This repository contains the code and corresponding report for an attack on a WES (4-round feistel) cypher. The purpose is to retrieve the master encryption key using differential cryptanalysis.
An authentication system uses a smart card and a reader. In order to authenticate, the card and the reader share the same encryption key and implement a simple authentication protocol: when the card is close to the reader, the reader generates a random number and sends it to the card. The card encrypts this number with the shared key and sends the result back. The reader then decrypts this ciphertext, and if the result equals the previously generated number, this proves that the card knows the key and thus the reader authenticates the card.
To simulate the smart card, we are given a compiled binary program, wes-key-53, that implements WES cipher. We also have the code for the wes implementation.
Usage: ./wes-key-53 PLAINTEXT_HEX
Example: ./wes-key-53 72657475706D6F43
Result
5C15BF64490B5E20
Since the WES specification is public, we also have access to the general structure of the cypher. We can use this to plan our attack.
Cypher Structure
The master key is 64 bits long meaning if we were to try to brute force it, we would have to try 2^64 = 18,446,744,073,709,551,616 possibilities. That sounds long and torturous so instead we are going to exploit vulnerabilities in the cypher to get the master key.
The plan of attack is to break the cypher backwards. In other words, we need to break K4, then K3, then K2, and then K1. The master key is used to create the subkeys (K1-K4). They are created in the following way as specified by WES:
- K4 - The right half of the master key (32 bits)
- K3 - The even bits in the master key (32 bits)
- K2 - The left half of the master key (32 bits)
- K1 - The odd bits of the master key (32 bits)

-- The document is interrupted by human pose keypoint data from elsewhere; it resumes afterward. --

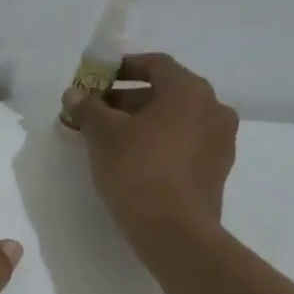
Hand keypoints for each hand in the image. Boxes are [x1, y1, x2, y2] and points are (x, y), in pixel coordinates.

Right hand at [63, 54, 238, 247]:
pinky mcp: (216, 169)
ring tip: (108, 137)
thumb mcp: (103, 134)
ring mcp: (220, 140)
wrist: (173, 230)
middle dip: (127, 98)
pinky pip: (183, 142)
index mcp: (189, 91)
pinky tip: (131, 158)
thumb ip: (88, 107)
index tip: (97, 79)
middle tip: (95, 111)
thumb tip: (74, 93)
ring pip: (175, 119)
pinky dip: (158, 141)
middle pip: (165, 92)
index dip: (123, 67)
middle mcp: (213, 109)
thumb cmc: (137, 168)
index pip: (156, 64)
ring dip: (142, 121)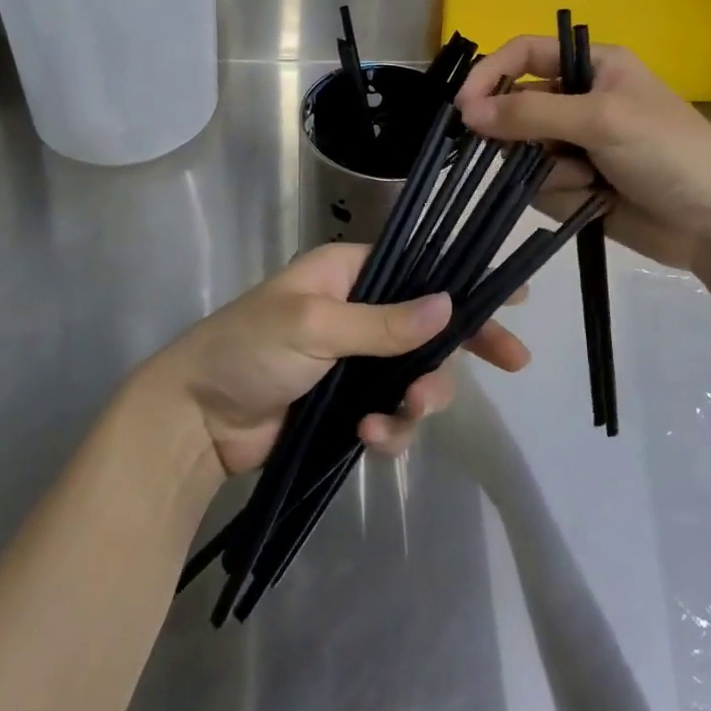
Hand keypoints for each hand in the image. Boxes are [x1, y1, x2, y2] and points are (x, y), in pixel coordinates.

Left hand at [149, 244, 532, 482]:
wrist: (196, 419)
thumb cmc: (250, 348)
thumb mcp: (315, 325)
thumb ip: (384, 321)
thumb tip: (448, 304)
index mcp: (348, 274)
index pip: (418, 270)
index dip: (464, 282)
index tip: (515, 297)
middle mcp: (358, 312)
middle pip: (429, 327)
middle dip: (459, 349)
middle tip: (511, 362)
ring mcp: (354, 363)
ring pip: (415, 377)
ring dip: (419, 399)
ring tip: (401, 415)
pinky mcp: (347, 408)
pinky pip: (390, 416)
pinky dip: (389, 430)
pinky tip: (368, 440)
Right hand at [456, 36, 710, 273]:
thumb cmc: (668, 152)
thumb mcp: (601, 120)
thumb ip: (531, 113)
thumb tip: (467, 112)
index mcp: (592, 67)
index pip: (524, 55)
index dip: (490, 74)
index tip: (464, 108)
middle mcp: (580, 100)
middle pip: (516, 108)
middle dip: (520, 136)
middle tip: (530, 153)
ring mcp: (577, 145)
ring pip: (524, 153)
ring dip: (549, 170)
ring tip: (588, 180)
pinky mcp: (578, 184)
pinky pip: (539, 185)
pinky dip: (562, 194)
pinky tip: (596, 201)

In order to begin breaking the cypher, we need to analyze the round function. The round function's purpose is to mix up the input it's given. The round function takes in 32 bits. It then passes those bits through 8 s-boxes. Each s-box takes in 4 bits (a hex digit) and has a certain probability of outputting another 4 bits.
Ex: 1 -> s-box1 -> B with probability 0.25
The reason that it isn't guaranteed is because the cypher was designed in an effort to stop attackers even if they know its specification. Something important to note is that, for all eight s-boxes, an input of 0 results in an output of 0.
We analyze the s-boxes by creating difference distrubution tables. The entry in each cell will always be an even number. The reason for this is the xor operation is symmetric, meaning
ΔX = X1 ⊕ X2 = AC ⊕ DF = 73
ΔX = X1 ⊕ X2 = DF ⊕ AC = 73
Here is the table from the first s-box to demonstrate its shape:
Let's analyze the s-boxes to see if there are any other input/output pairs that have 100% probability besides (0, 0).
- s-box1 - (6, D)
- s-box2 - (2, 5)
- s-box3 - (6, D)
Nice, we have 3 input/output pairs that are non zero with a probability of 1. We can abuse these to track the propagation of our input through the cypher.
This is where things get a bit technical so bear with me.
The tactic for breaking the fourth round of encryption is to use sets of plaintext pairs that have a specific result (differential) when XORed together. The cipher takes in two 8 byte hexadecimal numbers, L0
(the left 8) and R0
(the right 8), to form a 16 byte hexadecimal input. We will construct two plaintext inputs at the same time, they will be In1 = L0R0
and In2 = L1R1
. We will choose L0
and L1
such that
L0 = L1
ΔL = L0 ⊕ (L1 ⊕ 0x62060000) = 0x62060000 = ΔX
What is 0x62060000 you may be asking? That is a differential that has a guaranteed output when passed through the s-boxes! Notice that the first hex-digit (four bits going into s-box1) is 6, which has a guaranteed output of D as per our s-box analysis. The second digit, 2, which has a guaranteed output of 5 in the second s-box, and finally the fourth digit, 6, that has a guaranteed output of D when passed through the fourth s-box. The rest are all 0s since we didn't get any guaranteed input output pairs for those s-boxes.
Then we will choose R0 and R1
R0 = R1
so that ΔR = R0 ⊕ R1 = 0x00000000
Well why do we want R0
and R1
to be the same? Because, in the first round of encryption, the right 8 bytes get XORed with K1:
R0
becomes R0 ⊕ K1
and R1
becomes R1 ⊕ K1
we don't know what K1
is so we can't know the outcome of this operation, however the differential ΔR
is
ΔR = (R0 ⊕ K1) ⊕ (R1 ⊕ K1)
however since we know that R0
and R1
are the same, we know that the outcome of the above is going to be
ΔR = 0x00000000
Knowing that, we can track the right side as it flows through the cipher. Here is a diagram to visualize it.
First round:
- Right side output:
ΔR = 0x00000000
- Left side output:
- After the xor with K1 (nullified by our choice of plaintext pairs) we enter the round function. Going in,
ΔR
is 0 and we know from before that the s-boxes have a probability of 1 to output 0 when given 0 so the output of the round function is0x00000000
. Next, that gets XORed withΔL
which I also refer to asΔX
since it is our input with a guaranteed output.ΔL ⊕ 0x00000000 = ΔL
so the output is simplyΔL
. Just for clarity once again,ΔL = ΔX
. It's just a naming convention.
- After the xor with K1 (nullified by our choice of plaintext pairs) we enter the round function. Going in,
Second round:
- Right side output:
- The input to the right side of round 2 is
ΔL
. Once again, the XOR with K2 is nullfied by our choice of plaintext pairs. We know thatf(ΔX)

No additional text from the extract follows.